Source records section start

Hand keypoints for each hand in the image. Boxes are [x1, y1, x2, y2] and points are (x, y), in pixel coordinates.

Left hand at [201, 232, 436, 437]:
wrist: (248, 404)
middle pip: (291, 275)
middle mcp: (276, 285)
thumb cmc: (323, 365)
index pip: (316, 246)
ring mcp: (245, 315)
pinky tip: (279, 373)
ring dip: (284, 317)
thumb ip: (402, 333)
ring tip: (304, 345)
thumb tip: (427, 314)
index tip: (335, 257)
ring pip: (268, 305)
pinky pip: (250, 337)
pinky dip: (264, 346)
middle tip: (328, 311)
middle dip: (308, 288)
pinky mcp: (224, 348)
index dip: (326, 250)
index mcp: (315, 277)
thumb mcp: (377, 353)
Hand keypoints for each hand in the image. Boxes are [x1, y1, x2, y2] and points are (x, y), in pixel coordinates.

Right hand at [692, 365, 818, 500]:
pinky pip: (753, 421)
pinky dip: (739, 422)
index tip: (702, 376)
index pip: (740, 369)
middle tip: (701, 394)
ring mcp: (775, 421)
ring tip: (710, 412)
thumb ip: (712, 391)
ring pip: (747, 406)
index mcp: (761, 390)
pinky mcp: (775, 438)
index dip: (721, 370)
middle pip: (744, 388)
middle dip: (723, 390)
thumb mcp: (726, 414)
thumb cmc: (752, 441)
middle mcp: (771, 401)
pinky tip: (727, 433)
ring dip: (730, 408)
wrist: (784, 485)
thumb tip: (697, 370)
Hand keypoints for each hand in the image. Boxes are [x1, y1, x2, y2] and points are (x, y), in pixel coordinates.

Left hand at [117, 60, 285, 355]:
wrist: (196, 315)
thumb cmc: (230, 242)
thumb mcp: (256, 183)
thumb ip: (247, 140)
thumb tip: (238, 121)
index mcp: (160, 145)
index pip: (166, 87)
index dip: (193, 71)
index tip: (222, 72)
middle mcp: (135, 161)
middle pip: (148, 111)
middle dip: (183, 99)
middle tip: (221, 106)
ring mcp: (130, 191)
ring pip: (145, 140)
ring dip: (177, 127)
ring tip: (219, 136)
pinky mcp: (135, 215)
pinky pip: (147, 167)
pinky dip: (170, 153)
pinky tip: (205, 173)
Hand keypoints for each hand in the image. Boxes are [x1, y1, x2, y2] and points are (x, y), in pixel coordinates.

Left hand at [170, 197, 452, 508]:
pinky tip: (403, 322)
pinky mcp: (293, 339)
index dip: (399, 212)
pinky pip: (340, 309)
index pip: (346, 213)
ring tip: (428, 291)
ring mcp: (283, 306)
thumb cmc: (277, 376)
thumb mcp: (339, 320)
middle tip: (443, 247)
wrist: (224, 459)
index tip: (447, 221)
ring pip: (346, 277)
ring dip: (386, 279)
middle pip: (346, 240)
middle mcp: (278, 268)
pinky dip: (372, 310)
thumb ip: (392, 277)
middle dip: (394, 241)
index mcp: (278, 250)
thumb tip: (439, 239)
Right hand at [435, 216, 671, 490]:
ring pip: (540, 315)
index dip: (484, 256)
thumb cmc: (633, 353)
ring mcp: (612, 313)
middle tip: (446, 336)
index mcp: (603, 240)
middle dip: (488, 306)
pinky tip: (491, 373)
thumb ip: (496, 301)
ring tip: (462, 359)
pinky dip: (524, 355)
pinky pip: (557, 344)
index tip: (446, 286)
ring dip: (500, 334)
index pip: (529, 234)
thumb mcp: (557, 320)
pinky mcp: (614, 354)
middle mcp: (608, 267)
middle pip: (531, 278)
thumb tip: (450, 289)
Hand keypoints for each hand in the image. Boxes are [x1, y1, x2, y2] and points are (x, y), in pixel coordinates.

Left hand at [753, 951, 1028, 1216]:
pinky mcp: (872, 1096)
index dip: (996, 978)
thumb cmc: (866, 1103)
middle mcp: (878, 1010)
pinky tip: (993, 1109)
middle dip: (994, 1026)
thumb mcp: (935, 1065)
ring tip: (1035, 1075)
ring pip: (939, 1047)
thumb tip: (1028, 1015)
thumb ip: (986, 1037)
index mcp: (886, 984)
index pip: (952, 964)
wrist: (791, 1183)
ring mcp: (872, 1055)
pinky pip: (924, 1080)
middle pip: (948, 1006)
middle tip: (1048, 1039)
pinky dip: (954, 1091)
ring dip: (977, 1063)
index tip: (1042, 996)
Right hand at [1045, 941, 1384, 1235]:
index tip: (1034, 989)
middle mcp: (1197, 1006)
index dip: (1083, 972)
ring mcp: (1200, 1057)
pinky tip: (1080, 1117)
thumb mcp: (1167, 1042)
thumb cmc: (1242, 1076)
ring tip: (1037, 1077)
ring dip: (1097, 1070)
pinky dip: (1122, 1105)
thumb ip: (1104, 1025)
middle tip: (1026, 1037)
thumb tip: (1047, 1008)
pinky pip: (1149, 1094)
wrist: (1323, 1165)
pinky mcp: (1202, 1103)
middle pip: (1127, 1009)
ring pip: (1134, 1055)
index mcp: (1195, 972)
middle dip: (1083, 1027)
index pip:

Source records section end

§ Work request
Each line above that contains the word "Right" must be copied.

§ Result
Right hand at [692, 365, 818, 500]:
Right hand at [435, 216, 671, 490]:
Right hand at [1045, 941, 1384, 1235]:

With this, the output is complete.